EXERCISE INSTRUCTIONS: Report every line of the listing below in which the string "Lacey" appears.

---------- WORKING DATA ----------

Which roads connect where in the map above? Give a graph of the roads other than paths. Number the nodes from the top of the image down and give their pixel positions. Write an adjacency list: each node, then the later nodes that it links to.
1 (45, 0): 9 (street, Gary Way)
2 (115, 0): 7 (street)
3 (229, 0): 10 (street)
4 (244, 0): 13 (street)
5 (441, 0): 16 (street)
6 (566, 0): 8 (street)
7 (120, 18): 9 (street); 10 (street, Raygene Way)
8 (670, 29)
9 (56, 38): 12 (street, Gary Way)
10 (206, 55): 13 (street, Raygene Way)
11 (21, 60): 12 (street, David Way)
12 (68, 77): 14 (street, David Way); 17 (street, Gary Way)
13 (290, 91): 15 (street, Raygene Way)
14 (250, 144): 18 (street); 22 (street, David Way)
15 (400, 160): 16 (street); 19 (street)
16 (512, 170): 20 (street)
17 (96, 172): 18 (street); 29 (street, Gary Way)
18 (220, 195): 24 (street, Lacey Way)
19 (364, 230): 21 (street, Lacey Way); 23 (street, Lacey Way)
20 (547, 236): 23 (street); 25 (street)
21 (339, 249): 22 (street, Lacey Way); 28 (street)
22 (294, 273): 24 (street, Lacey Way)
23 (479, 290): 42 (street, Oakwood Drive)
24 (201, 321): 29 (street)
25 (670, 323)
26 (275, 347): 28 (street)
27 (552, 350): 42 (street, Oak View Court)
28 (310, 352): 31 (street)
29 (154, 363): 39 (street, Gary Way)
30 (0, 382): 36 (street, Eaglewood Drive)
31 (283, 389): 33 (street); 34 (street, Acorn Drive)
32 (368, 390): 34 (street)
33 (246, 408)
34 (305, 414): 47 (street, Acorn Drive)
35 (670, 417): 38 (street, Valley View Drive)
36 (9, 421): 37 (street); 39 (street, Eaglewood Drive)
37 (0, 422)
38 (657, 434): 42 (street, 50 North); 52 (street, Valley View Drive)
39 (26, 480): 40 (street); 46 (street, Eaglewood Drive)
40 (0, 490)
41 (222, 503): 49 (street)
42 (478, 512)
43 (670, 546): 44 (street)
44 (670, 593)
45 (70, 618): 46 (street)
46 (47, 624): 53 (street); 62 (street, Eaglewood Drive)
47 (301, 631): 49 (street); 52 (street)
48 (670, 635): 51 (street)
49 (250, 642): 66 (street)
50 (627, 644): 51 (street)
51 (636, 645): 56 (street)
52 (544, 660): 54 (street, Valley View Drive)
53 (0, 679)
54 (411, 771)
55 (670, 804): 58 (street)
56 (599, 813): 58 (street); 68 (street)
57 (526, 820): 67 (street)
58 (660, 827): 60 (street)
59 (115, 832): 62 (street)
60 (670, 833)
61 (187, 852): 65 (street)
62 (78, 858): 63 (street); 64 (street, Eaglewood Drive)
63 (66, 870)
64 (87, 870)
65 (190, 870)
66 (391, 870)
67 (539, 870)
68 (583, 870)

----------

TASK RESULT:
18 (220, 195): 24 (street, Lacey Way)
19 (364, 230): 21 (street, Lacey Way); 23 (street, Lacey Way)
21 (339, 249): 22 (street, Lacey Way); 28 (street)
22 (294, 273): 24 (street, Lacey Way)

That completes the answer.